Hey that may be a good idea. Anything in moderation huh? Obviously an impact driver can't be used. You're probably right.. the black oxide coating may have reacted somehow with the receiving threads. One thing I don't mind investing in is NEW tools. I like Rich's idea of the Lowes brand Phillips. :D


-Gregory
 
I have been cracking these things open for 30 years with none of the screw issues you seem to have......knock on wood!
 
Very busy day... and backed up again tonight like last night!


Cable reference photo

A snapshot of the cables and connectors on the Input boards taken for reference when it's time to reinstall later on.

Input_PCB_connections.jpg
Input boards cable re-connect reference photo.

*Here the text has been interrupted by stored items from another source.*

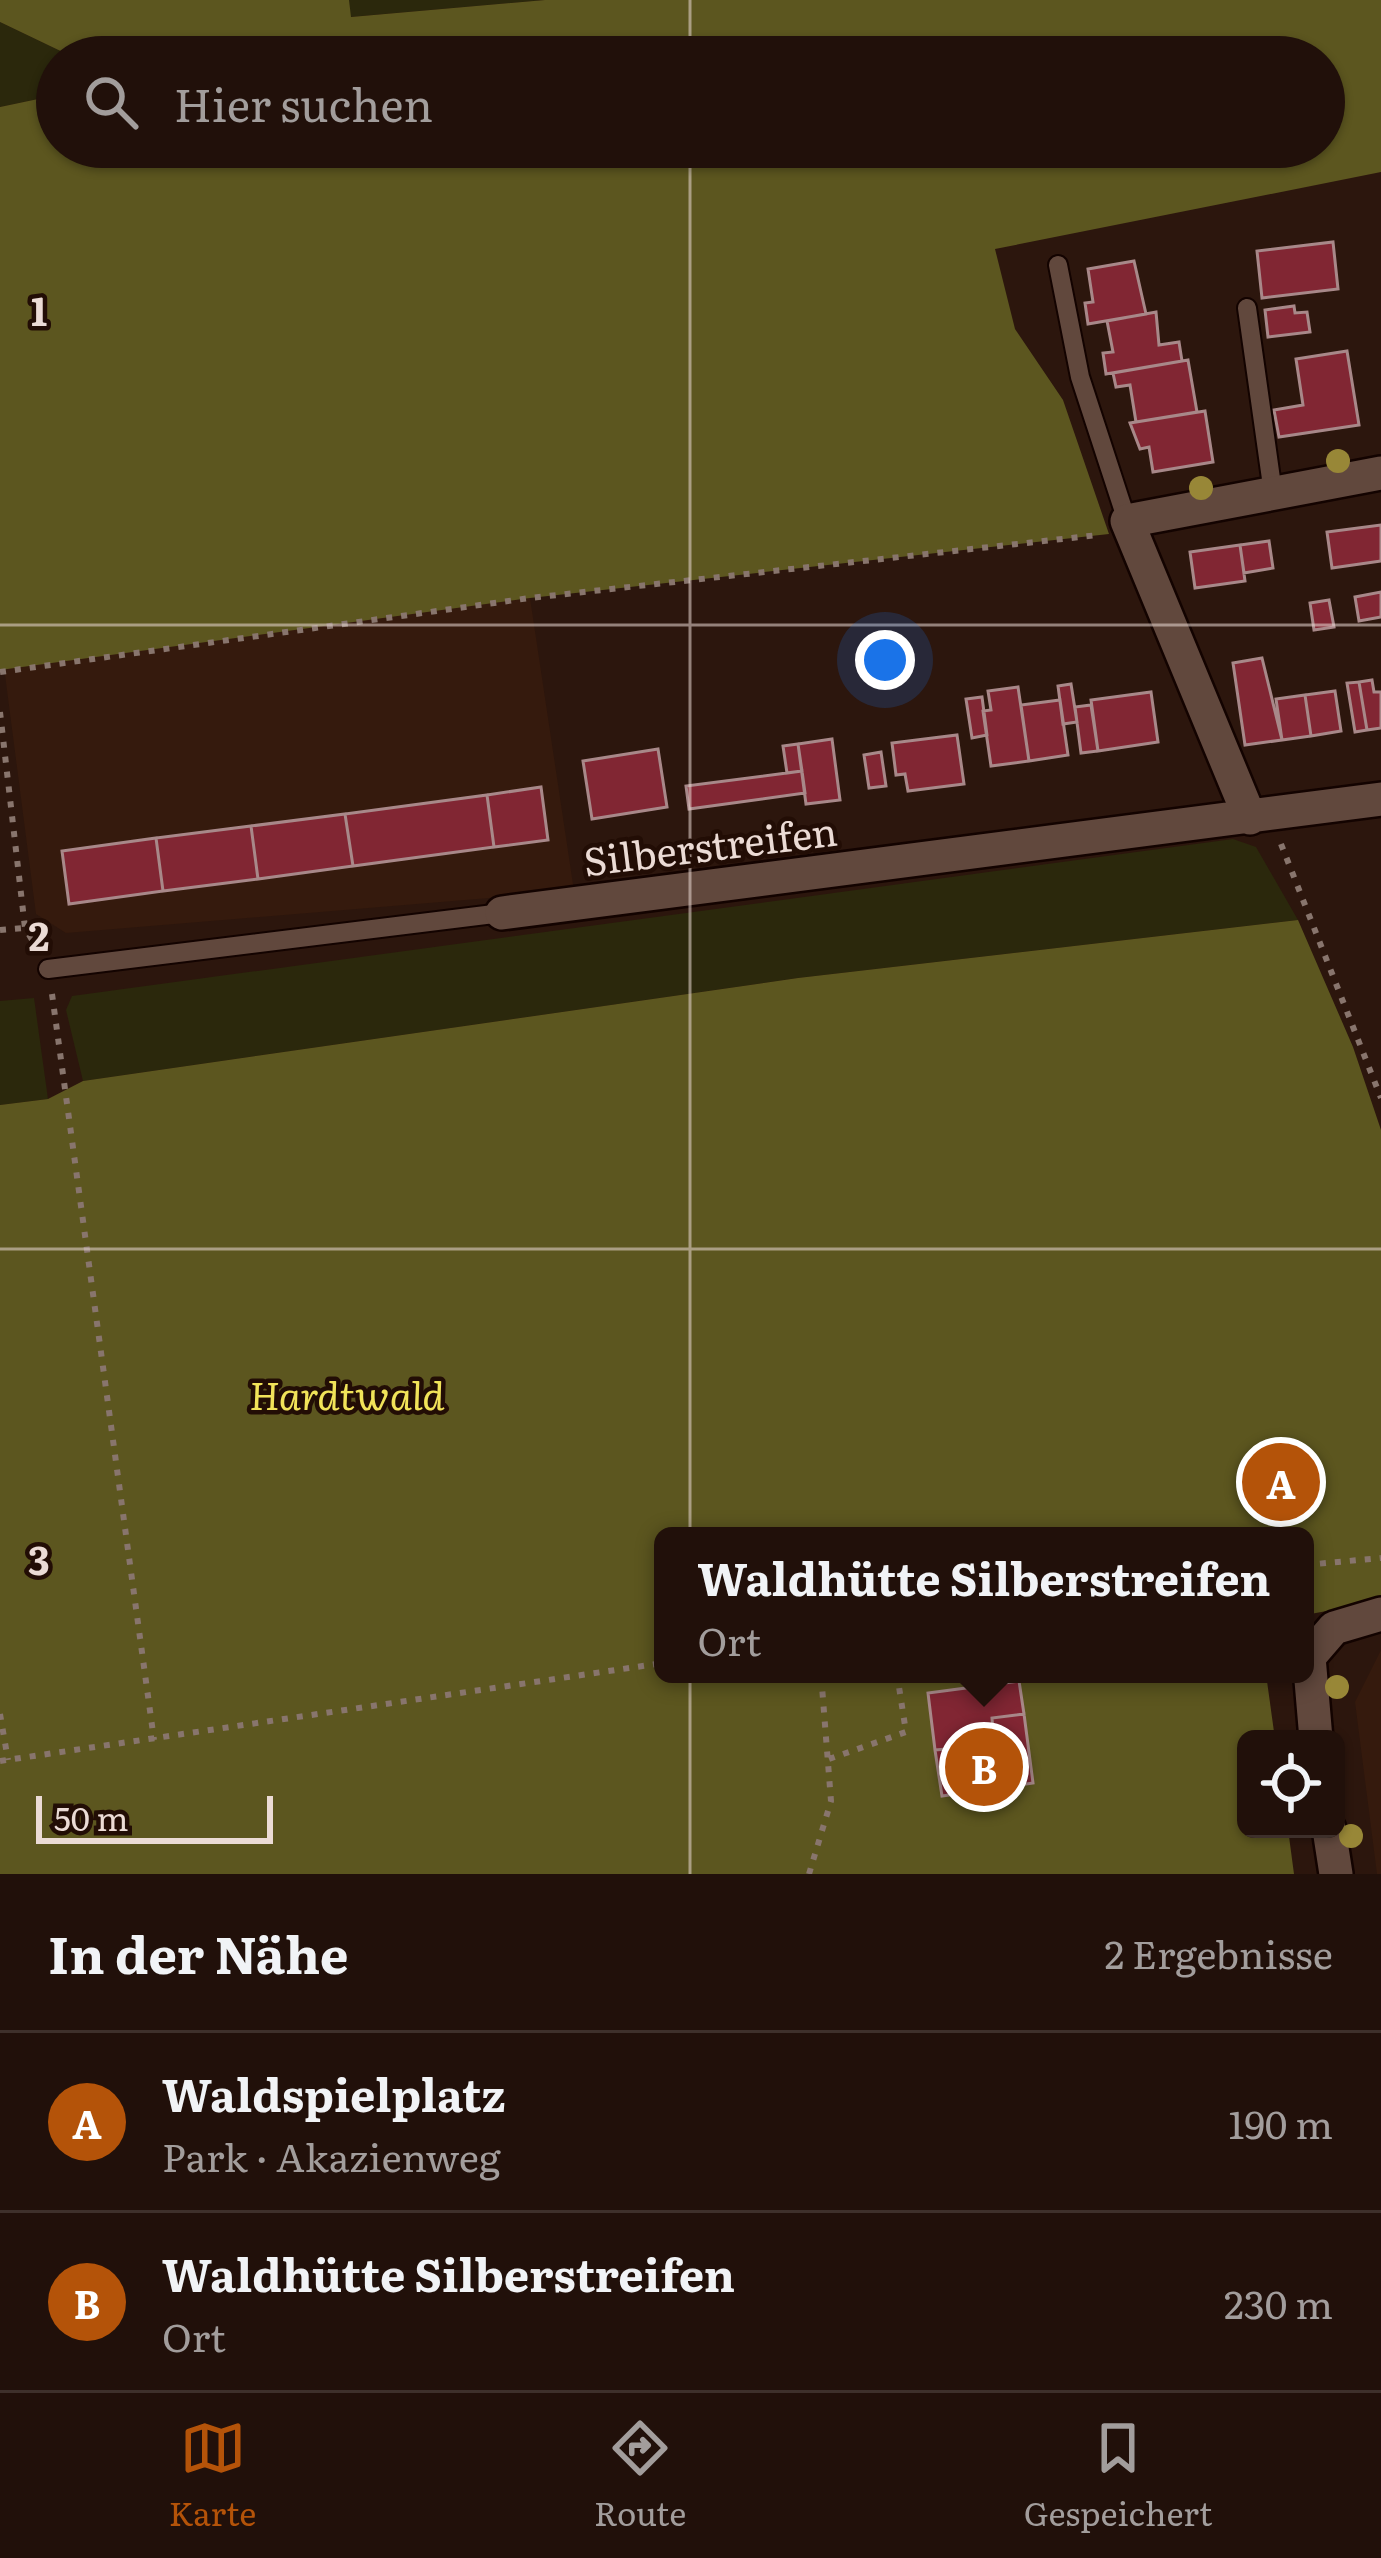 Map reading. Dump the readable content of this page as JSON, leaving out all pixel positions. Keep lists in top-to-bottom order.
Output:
{
  "streets": {
    "street": ["Silberstreifen"]
  },
  "parks": ["Hardtwald"],
  "scale_bar": "50 m",
  "page": {
    "search": "Hier suchen",
    "pins": ["A", "B"],
    "popup": ["Waldhütte Silberstreifen", "Ort"],
    "scale": "50 m",
    "heading": ["In der Nähe", "2 Ergebnisse"],
    "list": [
      {
        "mark": "A",
        "name": "Waldspielplatz",
        "note": "Park · Akazienweg",
        "value": "190 m"
      },
      {
        "mark": "B",
        "name": "Waldhütte Silberstreifen",
        "note": "Ort",
        "value": "230 m"
      }
    ],
    "nav": ["Karte", "Route", "Gespeichert"]
  },
  "grid": {
    "rows": ["1", "2", "3"]
  }
} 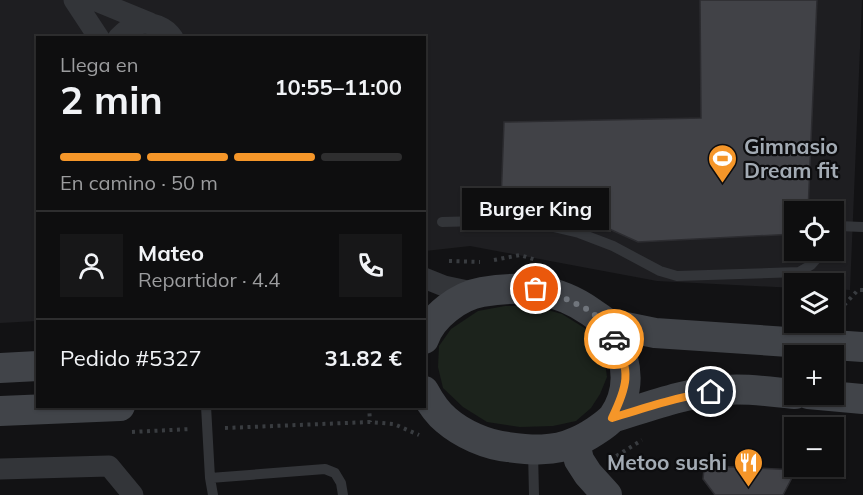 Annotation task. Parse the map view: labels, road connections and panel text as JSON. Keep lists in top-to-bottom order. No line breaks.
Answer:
{"places":{"sports":["Gimnasio Dream fit"],"other":["Burger King"],"restaurant":["Metoo sushi"]},"page":{"heading":["2 min","Llega en","10:55–11:00"],"panel":["Mateo","Repartidor · 4.4","Pedido #5327","31.82 €"],"bar":"En camino · 50 m","bubble":"Burger King","map_buttons":["+","−"]}} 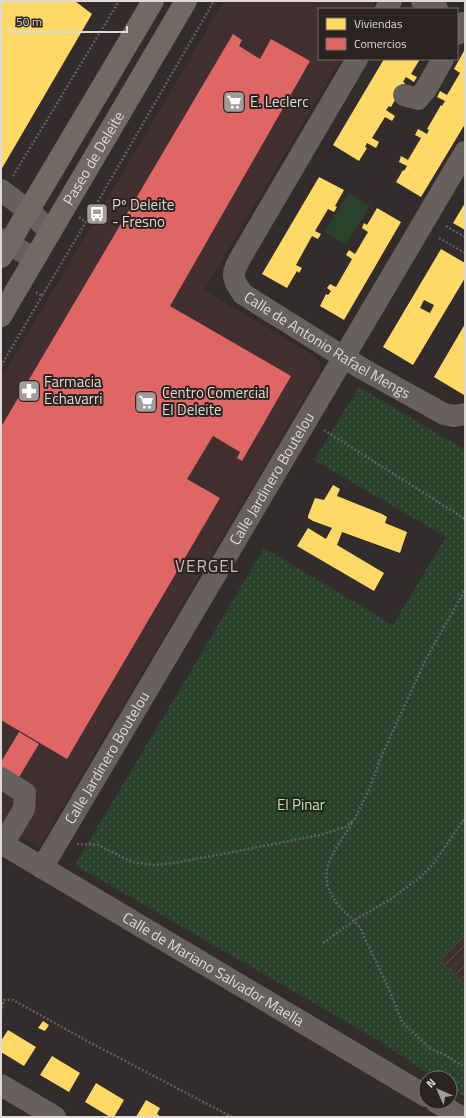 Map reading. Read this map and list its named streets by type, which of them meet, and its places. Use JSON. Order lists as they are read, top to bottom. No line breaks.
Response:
{"streets":{"main road":["Paseo de Deleite"],"street":["Calle de Antonio Rafael Mengs","Calle Jardinero Boutelou","Calle de Mariano Salvador Maella"]},"crossings":[["Calle de Antonio Rafael Mengs","Calle Jardinero Boutelou"],["Calle Jardinero Boutelou","Calle de Mariano Salvador Maella"]],"districts":["VERGEL"],"parks":["El Pinar"],"places":{"supermarket":["E. Leclerc","Centro Comercial El Deleite"],"bus stop":["Pº Deleite - Fresno"],"pharmacy":["Farmacia Echavarri"]},"legend":["Viviendas","Comercios"],"scale_bar":"50 m","north":"top left"}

Removing High Level Input boards

Fortunately the FOUR screws that hold the Input PCBs to the rear chassis came out w/o much trouble. One screw was VERY tight however and required extreme of force to "crack" it free. I noticed three of the screws are a shiny copper/black color, and the oddball is flat black. The LEFT Input PCB screws are similar.

LEFT input board

C33_left_input_screws.jpg
I think those circles on the bracket are from the plating process, and nothing to worry about.



RIGHT input board

The RIGHT Input PCB screws are dissimilar. It appears the ORIGINAL screw is flat black (on left in pic) and that's the one that was frozen/ceased in place. The screws are back in the brackets to retain them. I've checked these for 0 ohm resistance through the plating/coating.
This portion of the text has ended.